WHOLE WHEAT, OATMEAL, AND BANANA PANCAKES
Makes 4 to 5 servings.
Time: about 30 minutes
medium mixing bowl
small mixing bowl
griddle or skillet
1 cup (80 g) uncooked whole oats
1 cup (128 g) white whole wheat flour
3/4 cup (90 g) unbleached all-purpose flour
1/4 cup (28 g) packed brown sugar
2 teaspoons baking powder
1/2 teaspoon baking soda
1/2 teaspoon salt
2 cups (480 ml) buttermilk
2 tablespoons unsalted butter, melted
1 very ripe banana, mashed
1. Process the rolled oats in a food processor until the texture resembles coarse flour. In the medium bowl, whisk together the oat flour, whole wheat flour, all-purpose flour, brown sugar, baking powder, baking soda, and salt in a bowl. Set aside.

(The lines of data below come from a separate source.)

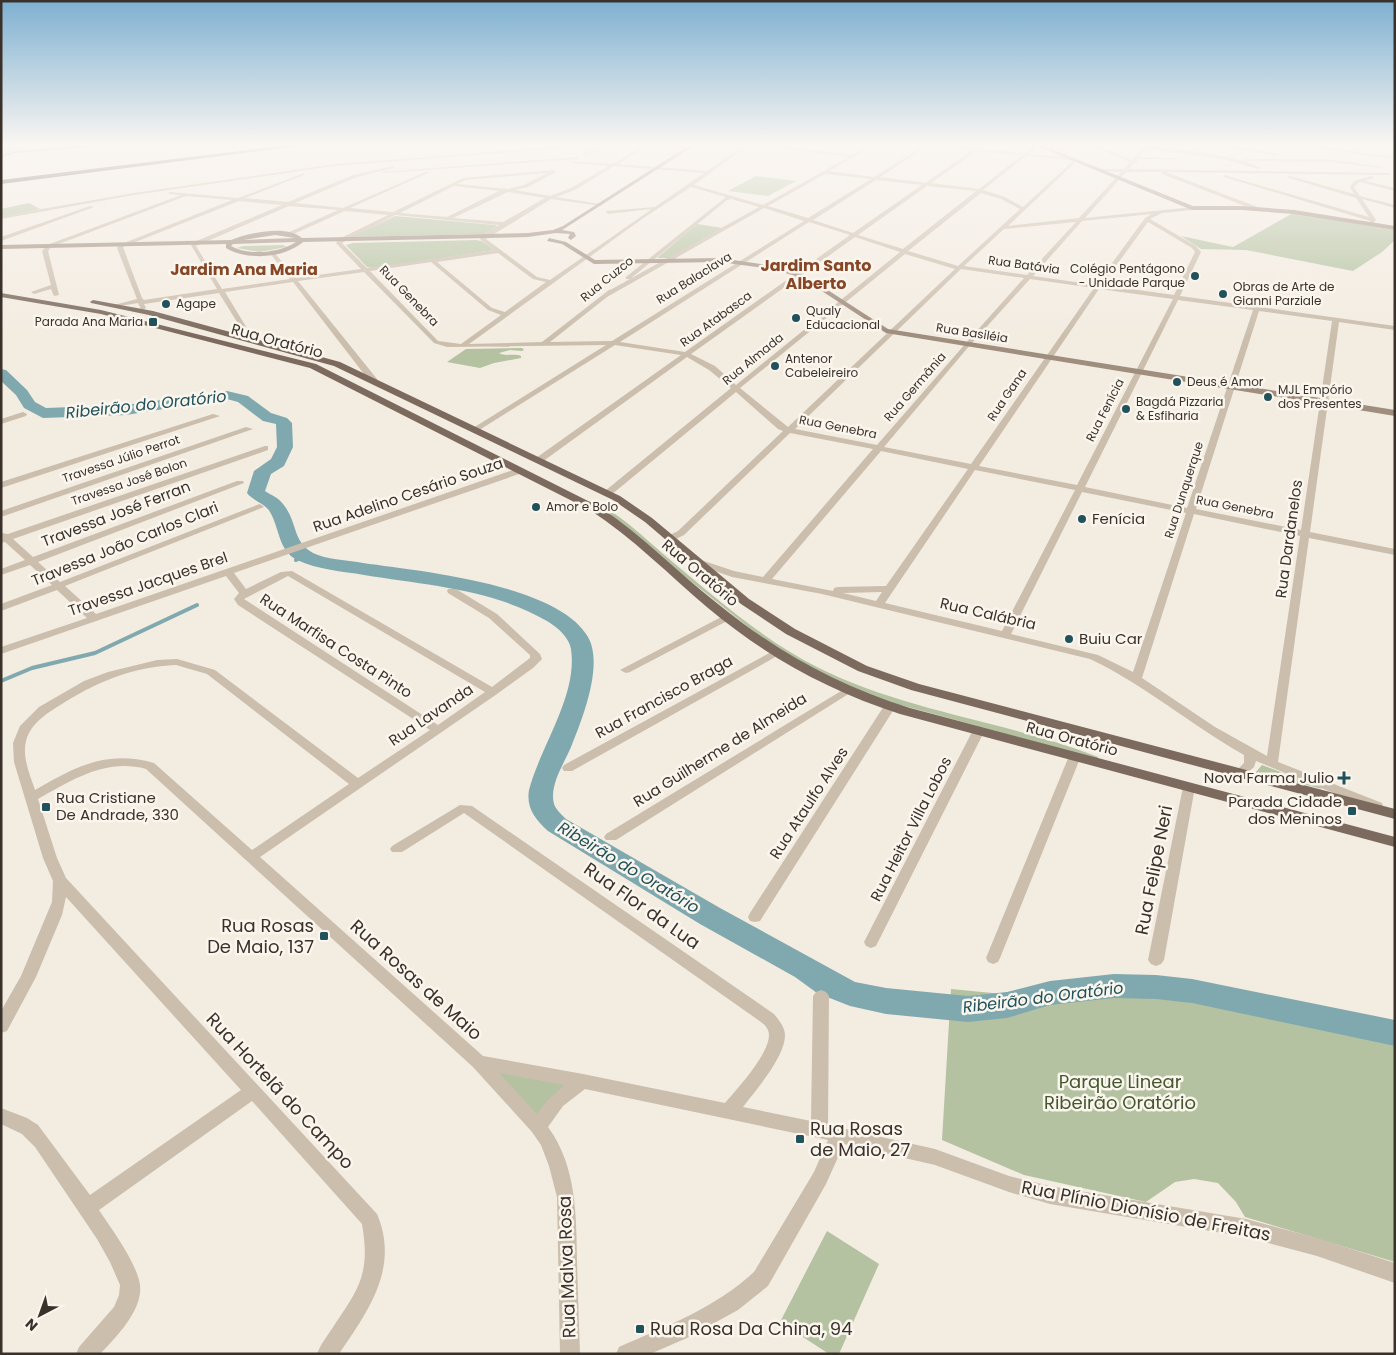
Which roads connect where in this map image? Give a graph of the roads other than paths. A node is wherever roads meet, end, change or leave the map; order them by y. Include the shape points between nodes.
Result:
1 (48, 209) edge
2 (84, 209) edge
3 (150, 209) edge
4 (212, 209) edge
5 (276, 209) edge
6 (335, 209) edge
7 (344, 209) edge
8 (346, 209) edge
9 (403, 209) edge
10 (467, 209) edge
11 (529, 209) edge
12 (594, 209) edge
13 (604, 209) edge
14 (630, 209) edge
15 (644, 209) edge
16 (652, 209) edge
17 (712, 209) edge
18 (760, 209) edge
19 (772, 209) edge
20 (825, 209) edge
21 (890, 209) edge
22 (957, 209) edge
23 (1024, 209) edge
24 (1090, 209) edge
25 (1179, 209) edge
26 (1260, 209) edge
27 (1334, 209) edge
28 (1366, 209) edge
29 (42, 210) junction
30 (650, 211) junction
31 (608, 212) dead end
32 (72, 214) junction
33 (393, 214) junction
34 (586, 214) junction
35 (595, 215) junction
36 (1145, 217) junction
37 (1, 218) edge
38 (447, 219) junction
39 (808, 220) junction
40 (1080, 220) junction
41 (1372, 221) junction
42 (504, 224) junction
43 (1002, 228) junction
44 (1395, 228) edge
45 (280, 234) junction
46 (289, 234) junction
47 (854, 235) junction
48 (547, 236) junction
49 (572, 236) junction
50 (484, 238) junction
51 (1, 239) edge
52 (340, 241) junction
53 (300, 242) junction
54 (229, 244) junction
55 (564, 244) junction
56 (195, 245) junction
57 (122, 246) junction
58 (47, 248) junction
59 (1, 249) edge
60 (597, 250) junction
61 (500, 251) junction
62 (272, 252) junction
63 (904, 252) junction
64 (578, 253) junction
65 (585, 257) junction
66 (670, 259) junction
67 (648, 260) junction
68 (433, 261) junction
69 (592, 261) junction
70 (741, 261) junction
71 (576, 264) junction
72 (960, 267) junction
73 (366, 270) junction
74 (798, 274) junction
75 (1029, 277) junction
76 (296, 280) junction
77 (552, 282) junction
78 (54, 286) junction
79 (1098, 286) junction
80 (1, 288) edge
81 (220, 291) junction
82 (34, 292) junction
83 (1, 295) edge
84 (59, 296) joint
85 (606, 296) junction
86 (1176, 297) junction
87 (76, 299) dead end
88 (141, 301) junction
89 (841, 302) junction
90 (116, 306) junction
91 (1257, 308) junction
92 (142, 311) junction
93 (506, 314) junction
94 (1336, 319) junction
95 (241, 326) junction
96 (1395, 328) edge
97 (892, 332) junction
98 (226, 333) junction
99 (247, 339) junction
100 (613, 343) junction
101 (544, 344) junction
102 (968, 344) junction
103 (462, 346) junction
104 (686, 354) junction
105 (1048, 357) junction
106 (1138, 372) junction
107 (374, 381) junction
108 (736, 387) junction
109 (1231, 387) junction
110 (1324, 402) junction
111 (1395, 413) edge
112 (23, 414) dead end
113 (216, 416) dead end
114 (1, 422) edge
115 (249, 429) dead end
116 (476, 430) junction
117 (789, 430) junction
118 (463, 443) junction
119 (265, 448) dead end
120 (878, 448) junction
121 (539, 460) junction
122 (973, 467) junction
123 (519, 471) junction
124 (240, 483) dead end
125 (1, 485) edge
126 (1079, 488) junction
127 (608, 493) junction
128 (574, 497) junction
129 (260, 507) dead end
130 (1191, 511) junction
131 (1, 514) edge
132 (1305, 534) junction
133 (3, 537) edge
134 (669, 539) junction
135 (305, 546) joint
136 (1395, 552) edge
137 (32, 561) junction
138 (696, 562) junction
139 (1, 572) edge
140 (227, 572) junction
141 (765, 581) junction
142 (60, 586) junction
143 (889, 589) junction
144 (452, 591) dead end
145 (822, 591) junction
146 (244, 593) junction
147 (879, 604) junction
148 (1, 608) edge
149 (727, 617) junction
150 (95, 619) junction
151 (1006, 634) junction
152 (1, 651) edge
153 (775, 653) junction
154 (626, 670) dead end
155 (1136, 679) junction
156 (846, 691) junction
157 (493, 692) junction
158 (890, 706) junction
159 (438, 730) junction
160 (979, 730) junction
161 (1250, 753) junction
162 (1075, 756) junction
163 (1272, 763) junction
164 (568, 768) dead end
165 (1240, 773) junction
166 (357, 784) junction
167 (1189, 787) junction
168 (32, 797) junction
169 (1395, 814) edge
170 (610, 837) dead end
171 (1395, 842) edge
172 (396, 849) dead end
173 (252, 856) junction
174 (60, 881) junction
175 (755, 917) dead end
176 (871, 942) dead end
177 (993, 958) dead end
178 (1156, 960) dead end
179 (821, 996) dead end
180 (1, 1026) edge
181 (478, 1062) junction
182 (582, 1081) junction
183 (253, 1091) junction
184 (728, 1112) junction
185 (1, 1116) edge
186 (538, 1127) junction
187 (819, 1131) junction
188 (839, 1135) junction
189 (88, 1207) junction
190 (1395, 1273) edge
191 (86, 1354) edge
192 (327, 1354) edge
193 (570, 1354) edge
194 (626, 1354) edge

1 - 29 street
2 - 32 street
3 - 58 street
4 - 57 street
5 - 56 street
6 - 45 street
7 - 46 street
8 - 33 street
9 - 33 street
10 - 38 street
11 - 42 street
12 - 34 street
13 - 35 street
14 - 31 street
15 - 30 street
16 - 30 street
17 - 67 street, Rua Cuzco
18 - 66 street
19 - 39 street, Rua Batávia
20 - 39 street, Rua Balaclava
21 - 47 street, Rua Atabasca
22 - 63 street, Rua Almada
23 - 43 street
24 - 40 street, Rua Germânia
25 - 36 street
26 - 41 street
27 - 41 street
28 - 41 street
29 - 32 street
29 - 37 street
30 - 60 street
32 - 51 street
33 - 38 street
33 - 52 street
34 - 35 street
34 - 48 street
35 - 49 street via 573,229
36 - 40 street
36 - 79 street, Rua Gana
36 - 86 street, Rua Fenícia via 1198,252
38 - 42 street
39 - 47 street, Rua Batávia
39 - 70 street, Rua Balaclava
40 - 43 street
40 - 75 street, Rua Germânia
41 - 44 street
42 - 50 street
43 - 72 street
45 - 46 street
45 - 54 street via 252,235
46 - 53 street
47 - 63 street, Rua Batávia
47 - 74 street, Rua Atabasca
48 - 49 street
48 - 50 street
48 - 55 street
49 - 55 street
50 - 52 street
50 - 61 street
52 - 53 street
52 - 73 street, Rua Genebra
53 - 54 street
53 - 62 street via 289,249
54 - 56 street
54 - 62 street via 231,250 242,253
55 - 64 street
56 - 57 street
56 - 81 street
57 - 58 street
57 - 88 street
58 - 59 street
58 - 78 street
60 - 64 street
60 - 65 street
61 - 68 street
61 - 77 street via 535,278
62 - 76 street
63 - 72 street, Rua Batávia
63 - 89 street, Rua Almada
64 - 65 street
65 - 69 street
65 - 71 street
66 - 67 street, Rua Basiléia
66 - 70 street, Rua Basiléia
66 - 85 street
67 - 69 street, Rua Basiléia
67 - 85 street, Rua Cuzco
68 - 73 street
68 - 93 street via 490,309
69 - 71 street
70 - 74 street, Rua Basiléia
70 - 100 street, Rua Balaclava
71 - 77 street
72 - 75 street, Rua Batávia
72 - 97 street
73 - 76 street
73 - 103 street, Rua Genebra via 436,342
74 - 89 street, Rua Basiléia
74 - 104 street, Rua Atabasca
75 - 79 street, Rua Batávia
75 - 102 street, Rua Germânia
76 - 81 street
76 - 107 street
77 - 93 street
78 - 82 street
78 - 84 street
79 - 86 street, Rua Batávia
79 - 105 street, Rua Gana
80 - 82 main road
81 - 88 street
81 - 95 street
82 - 84 main road
83 - 118 main road, Rua Oratório via 101,312 313,366
85 - 101 street, Rua Cuzco
86 - 91 street, Rua Batávia
86 - 106 street, Rua Fenícia
87 - 90 main road, Rua Oratório
88 - 90 street
88 - 92 street
89 - 97 street, Rua Basiléia via 880,328
89 - 108 street, Rua Almada
90 - 92 main road, Rua Oratório
91 - 94 street, Rua Batávia
91 - 109 street, Rua Dunquerque
92 - 98 main road, Rua Oratório
93 - 103 street
94 - 96 street, Rua Batávia
94 - 110 street, Rua Dardanelos
95 - 98 street
95 - 99 street via 248,335
97 - 102 street, Rua Basiléia
97 - 117 street
98 - 99 main road, Rua Oratório
99 - 107 main road, Rua Oratório via 330,362
100 - 101 street, Rua Genebra
100 - 104 street, Rua Genebra via 650,346
100 - 116 street, Rua Balaclava
101 - 103 street, Rua Genebra
102 - 105 street, Rua Basiléia
102 - 120 street, Rua Germânia
104 - 108 street, Rua Genebra via 712,368
104 - 121 street, Rua Atabasca
105 - 106 street, Rua Basiléia
105 - 122 street, Rua Gana
106 - 109 street, Rua Basiléia
106 - 126 street, Rua Fenícia
107 - 116 main road, Rua Oratório
108 - 117 street, Rua Genebra via 781,427
108 - 127 street, Rua Almada
109 - 110 street, Rua Basiléia
109 - 130 street, Rua Dunquerque
110 - 111 street, Rua Basiléia
110 - 132 street, Rua Dardanelos
112 - 114 street
113 - 125 street, Travessa Júlio Perrot
115 - 131 street, Travessa Júlio Perrot
116 - 118 main road
116 - 121 main road, Rua Oratório
117 - 120 street, Rua Genebra
117 - 134 street via 681,533
118 - 123 main road, Rua Oratório
119 - 133 street, Travessa José Bolon
120 - 122 street, Rua Genebra
120 - 141 street, Rua Germânia
121 - 127 main road, Rua Oratório
122 - 126 street, Rua Genebra
122 - 143 street, Rua Gana
123 - 128 main road, Rua Oratório
123 - 135 street, Rua Adelino Cesário Souza
124 - 137 street, Travessa José Ferran
126 - 130 street, Rua Genebra
126 - 151 street, Rua Fenícia
127 - 128 main road
127 - 134 main road, Rua Oratório
128 - 149 main road, Rua Oratório via 616,523
129 - 142 street, Travessa João Carlos Clari
130 - 132 street, Rua Genebra
130 - 155 street, Rua Dunquerque
132 - 136 street, Rua Genebra
132 - 163 street, Rua Dardanelos
133 - 137 street
134 - 138 main road, Rua Oratório
135 - 140 street, Travessa Jacques Brel
137 - 139 street, Travessa José Ferran
137 - 142 street
138 - 141 street, Rua Calábria
138 - 165 main road, Rua Oratório via 791,633 862,670
140 - 146 street
140 - 150 street, Travessa Jacques Brel
141 - 145 street, Rua Calábria
142 - 148 street, Travessa João Carlos Clari
142 - 150 street
143 - 145 street
143 - 147 street, Rua Gana
144 - 157 street, Rua Lavanda via 493,616 535,654 536,659 530,666
145 - 147 street, Rua Calábria
146 - 157 street, Rua Marfisa Costa Pinto via 288,573
146 - 159 street, Rua Marfisa Costa Pinto via 239,599 242,603
147 - 151 street, Rua Calábria
149 - 153 main road, Rua Oratório
149 - 154 street
150 - 152 street, Travessa Jacques Brel
151 - 155 street, Rua Calábria via 1094,657
153 - 156 main road, Rua Oratório
153 - 164 street, Rua Francisco Braga
155 - 161 street, Rua Calábria
156 - 158 main road, Rua Oratório
156 - 170 street, Rua Guilherme de Almeida
157 - 159 street, Rua Lavanda
158 - 160 main road, Rua Oratório
158 - 175 street, Rua Ataulfo Alves
159 - 166 street, Rua Lavanda
160 - 162 main road, Rua Oratório
160 - 176 street, Rua Heitor Villa Lobos
161 - 163 street, Rua Calábria
161 - 165 street via 1250,764
162 - 167 main road, Rua Oratório
162 - 177 street
163 - 169 street, Rua Calábria
165 - 169 main road, Rua Oratório
166 - 168 street via 211,672 177,662 157,663 112,674 88,683 43,710 26,726 19,744 20,762
166 - 173 street, Rua Lavanda
167 - 171 main road, Rua Oratório
167 - 178 street, Rua Felipe Neri
168 - 173 street, Rua Rosas de Maio via 94,766 111,761 138,761 150,766
168 - 174 street
172 - 184 street, Rua Flor da Lua via 460,809 468,809 767,1018 778,1035 775,1045 760,1071
173 - 181 street, Rua Rosas de Maio
174 - 180 street via 55,915 28,977
174 - 183 street, Rua Hortelã do Campo
179 - 187 street
181 - 182 street, Rua Rosas de Maio
181 - 186 street, Rua Malva Rosa
182 - 184 street, Rua Rosas de Maio
182 - 186 street via 558,1098
183 - 189 street
183 - 192 street, Rua Hortelã do Campo via 370,1220 375,1246 373,1276 362,1302
184 - 187 street, Rua Rosas de Maio
185 - 189 street via 19,1122 32,1132
186 - 193 street, Rua Malva Rosa via 548,1141 558,1166 566,1197
187 - 188 street, Rua Rosas de Maio
188 - 190 street, Rua Plínio Dionísio de Freitas via 935,1157 1050,1195 1246,1228
188 - 194 street via 820,1178 761,1279 749,1292 729,1307
189 - 191 street via 130,1283 129,1300 118,1318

2. In the small bowl, whisk together the egg, buttermilk, and melted butter. Stir in the mashed banana. Pour the egg mixture into the flour mixture and stir just until moistened. Let the batter stand for 5 minutes.
3. Warm a lightly oiled griddle over medium-high heat. Ladle the batter onto the hot griddle and cook until bubbles form and the edges turn dry, about 2 minutes. Flip and cook until browned on the other side. Keep warm on a covered plate while cooking the rest. Repeat with remaining batter.